It was 82 years ago last week that 400 men of the British Workers Sports Federation marched up to Kinder Scout, a bleak moorland plateau in Peak District of England. The march was an act of civil disobedience to protest the lack of legal access to “ramble” on open lands. As the trespassers scrambled up toward the Kinder plateau, they encountered the Duke of Devonshire’s gamekeepers. What happened next is the stuff of grand lore in British rambling:
In the ensuing scuffle, one keeper was slightly hurt, and the ramblers pressed on to the plateau. Here they were greeted by a group of Sheffield-based trespassers who had set off that morning crossing Kinder from Edale. After exchanging congratulations, the two groups joyously retraced their steps, the Sheffield trespassers back to Edale and the Manchester contingent to Hayfield.
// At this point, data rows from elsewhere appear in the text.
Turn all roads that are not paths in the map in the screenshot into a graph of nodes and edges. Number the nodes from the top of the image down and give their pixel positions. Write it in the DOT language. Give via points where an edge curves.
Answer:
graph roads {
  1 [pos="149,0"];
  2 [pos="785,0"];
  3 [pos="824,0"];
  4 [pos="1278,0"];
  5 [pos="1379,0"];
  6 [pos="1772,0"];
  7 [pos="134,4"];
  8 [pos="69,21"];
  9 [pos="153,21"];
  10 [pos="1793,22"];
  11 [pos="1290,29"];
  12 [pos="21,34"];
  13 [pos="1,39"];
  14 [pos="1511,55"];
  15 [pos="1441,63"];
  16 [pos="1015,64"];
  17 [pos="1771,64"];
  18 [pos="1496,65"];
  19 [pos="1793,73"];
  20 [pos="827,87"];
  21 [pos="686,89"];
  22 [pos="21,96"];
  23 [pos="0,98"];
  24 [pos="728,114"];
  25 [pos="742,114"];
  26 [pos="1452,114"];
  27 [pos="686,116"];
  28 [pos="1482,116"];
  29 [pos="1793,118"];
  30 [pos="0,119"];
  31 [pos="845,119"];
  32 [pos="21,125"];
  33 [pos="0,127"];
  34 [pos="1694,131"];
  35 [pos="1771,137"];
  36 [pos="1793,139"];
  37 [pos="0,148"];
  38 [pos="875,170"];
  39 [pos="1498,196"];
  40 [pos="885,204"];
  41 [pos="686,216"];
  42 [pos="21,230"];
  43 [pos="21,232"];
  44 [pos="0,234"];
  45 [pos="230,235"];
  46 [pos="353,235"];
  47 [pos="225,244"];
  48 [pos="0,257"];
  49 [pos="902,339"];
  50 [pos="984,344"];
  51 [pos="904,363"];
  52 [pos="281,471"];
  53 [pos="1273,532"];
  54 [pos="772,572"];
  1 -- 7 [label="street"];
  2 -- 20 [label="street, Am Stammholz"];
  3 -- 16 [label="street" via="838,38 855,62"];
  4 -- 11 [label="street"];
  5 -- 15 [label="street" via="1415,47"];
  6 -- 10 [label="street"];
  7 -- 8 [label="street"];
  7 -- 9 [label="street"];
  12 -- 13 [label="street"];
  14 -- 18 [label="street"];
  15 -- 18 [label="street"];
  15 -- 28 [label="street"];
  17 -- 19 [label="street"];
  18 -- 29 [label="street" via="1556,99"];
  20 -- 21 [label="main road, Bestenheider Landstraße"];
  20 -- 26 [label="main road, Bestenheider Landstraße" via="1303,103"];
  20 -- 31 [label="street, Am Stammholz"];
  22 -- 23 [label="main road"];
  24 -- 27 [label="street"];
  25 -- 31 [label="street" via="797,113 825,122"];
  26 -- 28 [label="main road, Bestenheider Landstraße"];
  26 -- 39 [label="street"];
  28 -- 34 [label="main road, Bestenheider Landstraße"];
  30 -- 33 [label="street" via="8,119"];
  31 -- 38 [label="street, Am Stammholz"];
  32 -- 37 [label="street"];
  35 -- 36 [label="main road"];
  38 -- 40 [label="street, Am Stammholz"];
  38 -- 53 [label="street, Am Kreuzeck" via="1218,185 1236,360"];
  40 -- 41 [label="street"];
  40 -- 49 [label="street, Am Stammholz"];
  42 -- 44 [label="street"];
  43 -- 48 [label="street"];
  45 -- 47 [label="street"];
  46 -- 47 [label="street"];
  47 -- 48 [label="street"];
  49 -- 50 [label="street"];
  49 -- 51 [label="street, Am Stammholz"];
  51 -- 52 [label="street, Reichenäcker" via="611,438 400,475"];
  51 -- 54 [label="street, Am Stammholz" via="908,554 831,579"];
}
As they returned to the village, five ramblers were arrested by police accompanied by keepers, and taken to the Hayfield Lock-up. The day after the trespass, Rothman and four other ramblers were charged at New Mills Police Court with unlawful assembly and breach of the peace [and]….were found guilty and were jailed for between two and six months.
The arrest and subsequent imprisonment of the trespassers unleashed a huge wave of public sympathy, and ironically united the ramblers cause. A few weeks later in 1932 10,000 ramblers – the largest number in history – assembled for an access rally in the Winnats Pass, near Castleton, and the pressure for greater access continued to grow.
On the 75th anniversary of this act of civil disobedience, in 2007, Lord Roy Hattersley described the “Kinder Trespass” as “the most successful direct action in British history" (unless you want to count Gandhi's quite larger direct actions as part of British history!). (Here is The Guardian’s account of the Trespass in 1932.)
Why did this event have such an impact on British consciousness that it is still celebrated – and remains controversial in some quarters?
Because it was about the legitimate scope of private property rights. The Kinder Trespass was intended to point out how unfair and anti-social private land ownership laws were, and how they constrained the public's “right to ramble."
Put another way, should the lords and ladies fine be able to exclude working class ramblers from their vast holdings of moorlands so that they could engage in grouse hunting undisturbed? Or should ordinary folks have the right to roam and hike on open stretches of land that happen to be privately owned?
In this case, the Kinder Trespass is credited with sparking legislation in 1949 that established national parks in the UK. The incident also contributed to the development of a number of long-distance walking trails and established the right of walkers to walk over open country and common land. To this day, the mass trespass is celebrated by ramblers with a series of walks, talks and exhibitions. (Thanks to Kate Ashbrook, General Secretary of the Open Spaces Society, for bringing this event to my attention.)